Sobrados de cores cinzas e argilosas erguiam-se dos dois lados da rua pela qual corria, pacatos e aparentemente inabitados. Talvez fossem as casas de pessoas que uma vez viveram naquele limbo sobre o qual Raphael e Lucas não muito falaram. O frio crescia, eriçando os pelos dos braços, mas o escuro ainda não se aproximara; o tom poente era o dono do céu. Existia apenas um caminho a ser percorrido – à esquerda – no final da rua, direcionando para o almejado monte de quartzito.

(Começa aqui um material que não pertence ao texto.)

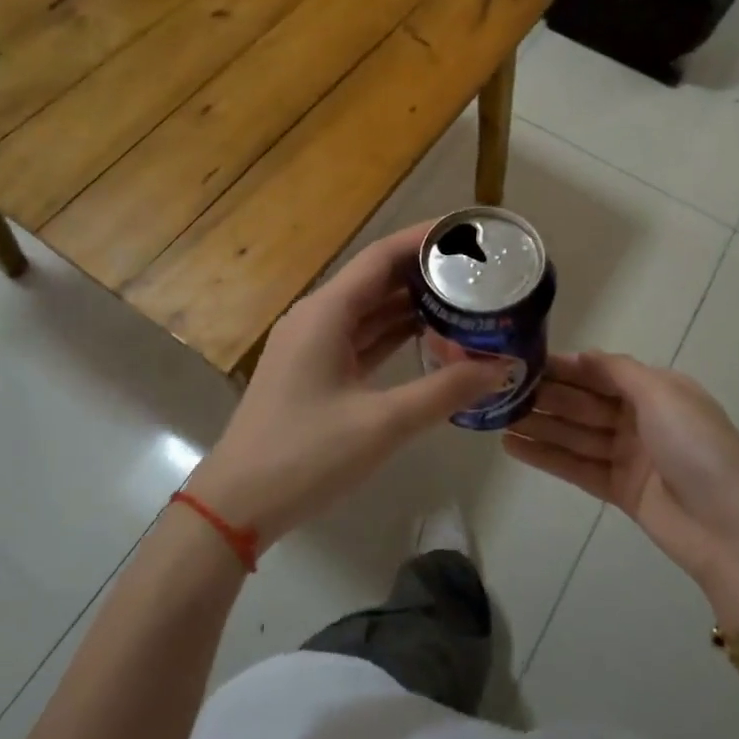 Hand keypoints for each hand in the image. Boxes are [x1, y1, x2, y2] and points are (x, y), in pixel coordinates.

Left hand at [184, 225, 510, 547]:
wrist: (236, 506)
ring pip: (369, 309)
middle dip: (424, 270)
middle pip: (376, 278)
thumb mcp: (382, 423)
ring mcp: (312, 344)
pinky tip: (429, 335)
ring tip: (463, 296)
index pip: (381, 256)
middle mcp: (317, 316)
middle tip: (476, 267)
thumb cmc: (305, 455)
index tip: (466, 232)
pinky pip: (361, 336)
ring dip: (411, 302)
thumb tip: (502, 367)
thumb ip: (445, 391)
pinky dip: (393, 332)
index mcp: (326, 312)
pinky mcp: (314, 370)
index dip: (423, 239)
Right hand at [505, 352, 738, 628]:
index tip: (524, 359)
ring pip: (576, 434)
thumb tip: (582, 353)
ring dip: (539, 425)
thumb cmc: (698, 448)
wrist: (733, 532)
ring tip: (496, 417)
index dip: (566, 366)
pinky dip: (547, 456)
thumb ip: (619, 371)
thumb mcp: (664, 394)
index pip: (602, 371)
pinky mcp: (620, 491)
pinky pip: (577, 466)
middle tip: (500, 388)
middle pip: (585, 401)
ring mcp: (630, 456)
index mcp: (658, 390)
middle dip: (547, 394)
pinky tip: (513, 446)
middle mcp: (642, 419) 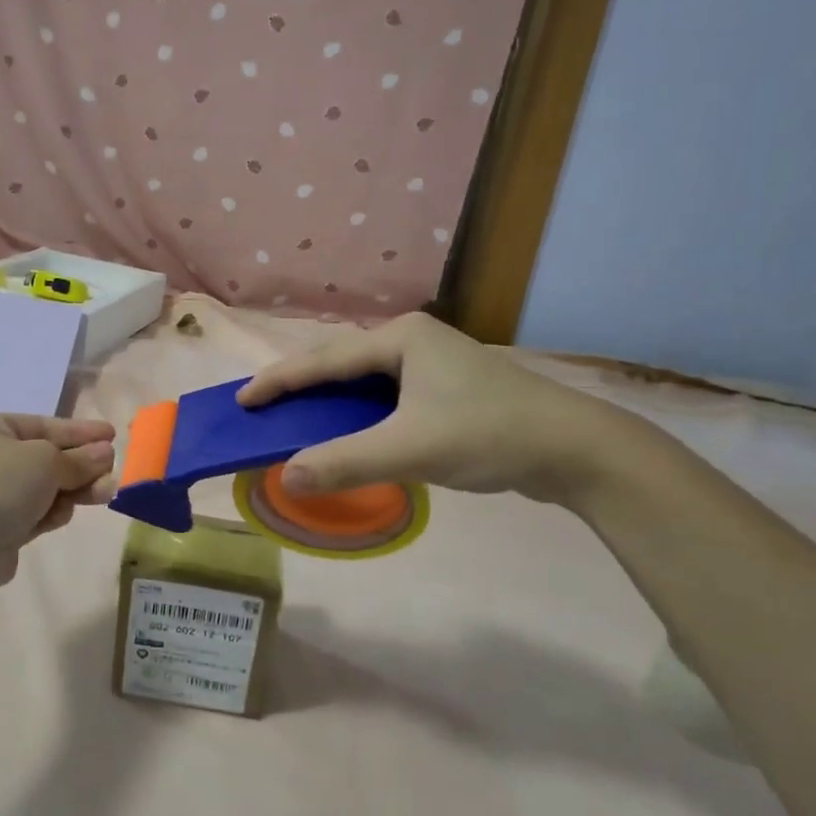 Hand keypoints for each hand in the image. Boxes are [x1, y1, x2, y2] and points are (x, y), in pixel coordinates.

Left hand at [0, 414, 115, 585]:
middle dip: (82, 465)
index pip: (45, 425)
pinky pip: (35, 512)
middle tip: (113, 472)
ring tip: (103, 494)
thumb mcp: (46, 461)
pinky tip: (62, 516)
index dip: (80, 431)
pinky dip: (52, 512)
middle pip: (47, 457)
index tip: (113, 435)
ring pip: (45, 487)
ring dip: (73, 490)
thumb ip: (79, 459)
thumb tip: (105, 454)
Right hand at [236, 314, 629, 505]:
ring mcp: (433, 363)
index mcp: (400, 338)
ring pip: (364, 381)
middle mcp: (413, 340)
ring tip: (295, 420)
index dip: (279, 381)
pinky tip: (349, 433)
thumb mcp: (411, 449)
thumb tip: (286, 477)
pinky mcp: (447, 389)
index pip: (324, 359)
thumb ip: (344, 462)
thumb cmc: (489, 434)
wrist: (574, 449)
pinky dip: (358, 414)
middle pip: (341, 362)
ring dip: (329, 401)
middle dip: (300, 385)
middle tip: (263, 408)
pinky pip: (386, 397)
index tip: (241, 400) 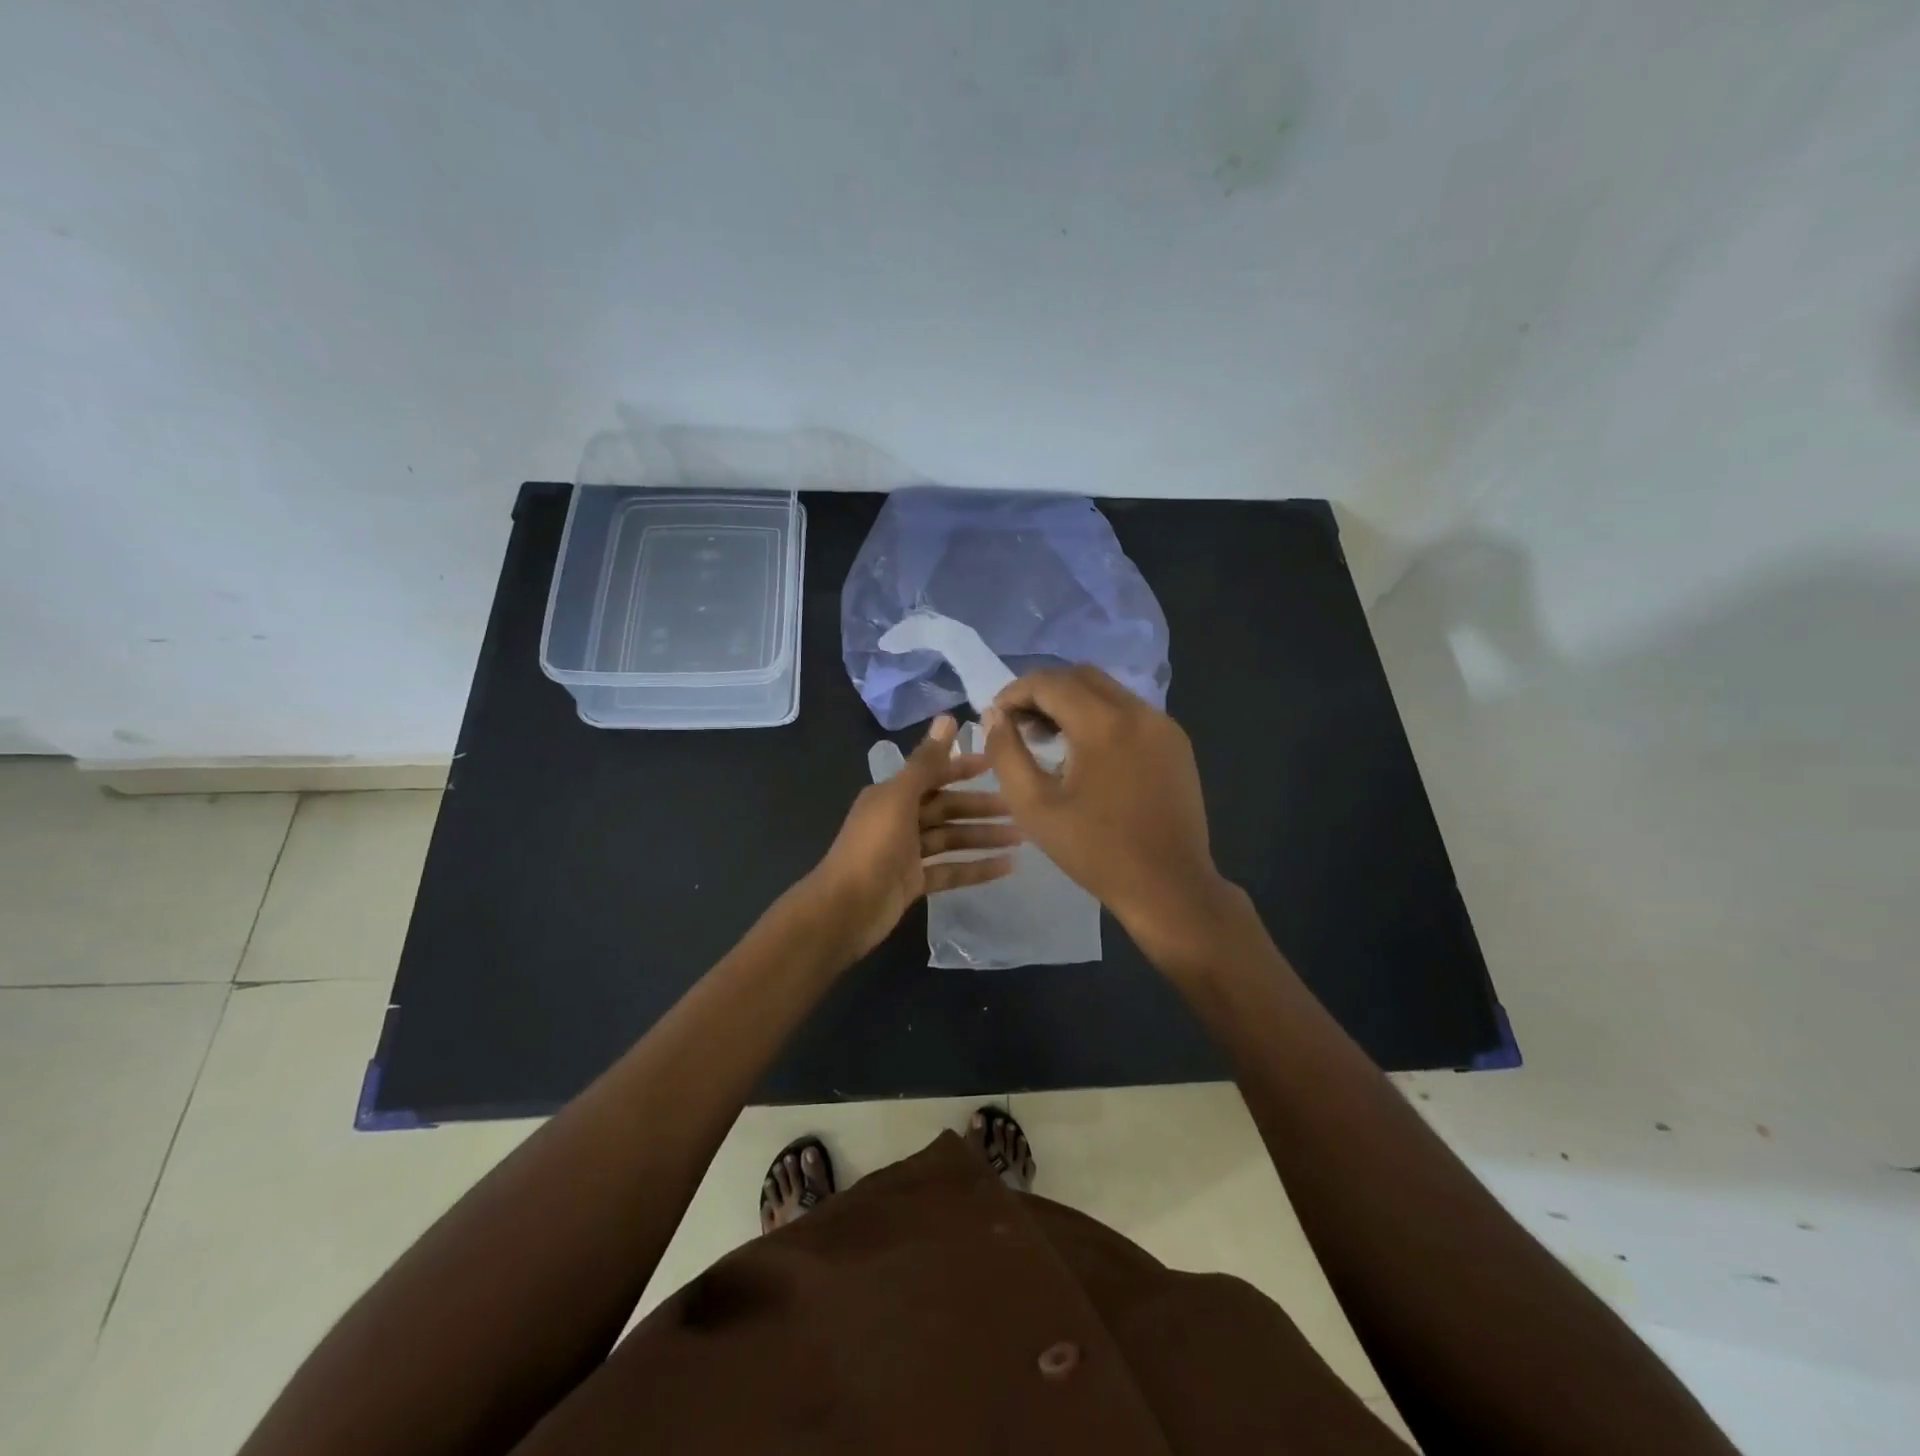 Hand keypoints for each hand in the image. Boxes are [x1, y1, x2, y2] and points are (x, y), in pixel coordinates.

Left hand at [805, 714, 1020, 960]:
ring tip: (1021, 838)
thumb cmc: (873, 847)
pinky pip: (951, 870)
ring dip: (983, 837)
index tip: (996, 764)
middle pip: (947, 808)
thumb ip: (926, 762)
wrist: (846, 909)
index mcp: (892, 795)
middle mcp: (899, 819)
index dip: (963, 768)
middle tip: (1019, 807)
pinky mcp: (914, 882)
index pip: (934, 775)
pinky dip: (977, 868)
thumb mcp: (899, 798)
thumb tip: (948, 717)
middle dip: (980, 807)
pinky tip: (1007, 867)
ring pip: (952, 839)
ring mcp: (907, 853)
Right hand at [983, 668, 1235, 970]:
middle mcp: (1138, 711)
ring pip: (1108, 691)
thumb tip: (993, 715)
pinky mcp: (1176, 743)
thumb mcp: (1034, 806)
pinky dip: (1100, 717)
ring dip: (1072, 703)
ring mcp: (1163, 725)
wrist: (1169, 886)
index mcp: (1103, 723)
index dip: (1015, 693)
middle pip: (1081, 677)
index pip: (1050, 682)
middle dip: (1043, 692)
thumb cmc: (1095, 851)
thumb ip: (1006, 753)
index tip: (996, 718)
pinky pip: (1130, 712)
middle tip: (1019, 726)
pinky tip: (1087, 753)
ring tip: (1048, 739)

À medida que caminhava, os rostos das pessoas que ele deixara para trás voltavam aos pensamentos, fazendo-o questionar a sabedoria própria decisão. Ao dobrar a esquina, porém, percebeu que não os deixara por um passeio qualquer (como é confusa a cabeça de um homem atormentado pelas suas próprias escolhas).

Sua vontade era de continuar a corrida – o tempo é curto! – e chegar logo ao topo, mas suas pernas não corresponderam. Vacilantes, pararam de se mover, atendendo ao pedido de seus olhos, deslumbrados com a vista que presenciavam. Uma imensa basílica toda ornamentada com pedras preciosas postava-se em sua frente, rodeada por uma verdíssima grama e diversas árvores floridas, lembrando a estrutura do próprio Taj Mahal. Como não era possível vê-la de onde estava com Lucas e Raphael? Deus! Era enorme e tão bela! Circundando a basílica, flutuavam várias notas sonoras de tamanhos humanos, pretas e reluzentes, produzindo um calmo som no local; o som de sinos, pianos, harpas e os mais finos instrumentos criados pela humanidade.

Adriel fechou os olhos, deleitando-se com o banho musical. Conhecia muito bem a música sempre presente em suas listas elaboradas para relaxá-lo em momentos tensos, de estresse e ansiedade. Chopin não precisava dizer uma palavra para acalmar seus ânimos. Recordava-se de momentos em que andava à noite na rua deserta com os fones no ouvido, deliciando-se com os toques. Não importava se fossem bons ou maus momentos que precediam estas caminhadas, havia sempre lágrimas e sorrisos e seu coração voltava ao ritmo normal.

Feliz com a música, começou a caminhar em direção ao incrível monumento. Admirado, extasiado e hipnotizado. O som ampliava-se, adentrando suas artérias e regando seu corpo por dentro, criando um aquecimento celestial no centro de seu peito. O tempo passava e o sol descia em algum ponto do horizonte.

Não era o bicho-papão ou o medo que atrapalhava sua busca, e sim a ilusão do divino, a sensação do divino. Os homens tendem muito facilmente a abrir mão de tudo pelo que lutam, tudo o que buscam, por um ápice de prazer. Um desapercebido momento de êxtase pode – e geralmente o faz – desviar os maiores homens de seus mais nobres objetivos. Mesmo que um prazer banal. Quantas vezes um pai de família, voltando com o dinheiro do brinquedo de seu filho (ou pior, da comida de sua família), não se deparou com a imagem de um bar reluzente, chamando-o para pôr os lábios na bebida em que ele jurara nunca mais tocar? Quantas vezes ele sucumbira? Adriel não percebia, mas adentrava de forma ingênua na primeira das armadilhas.

O caminho é tortuoso e engana a maioria dos que por ele se aventuram. O caminho é moldado pelos seus anseios, seus medos, suas lembranças...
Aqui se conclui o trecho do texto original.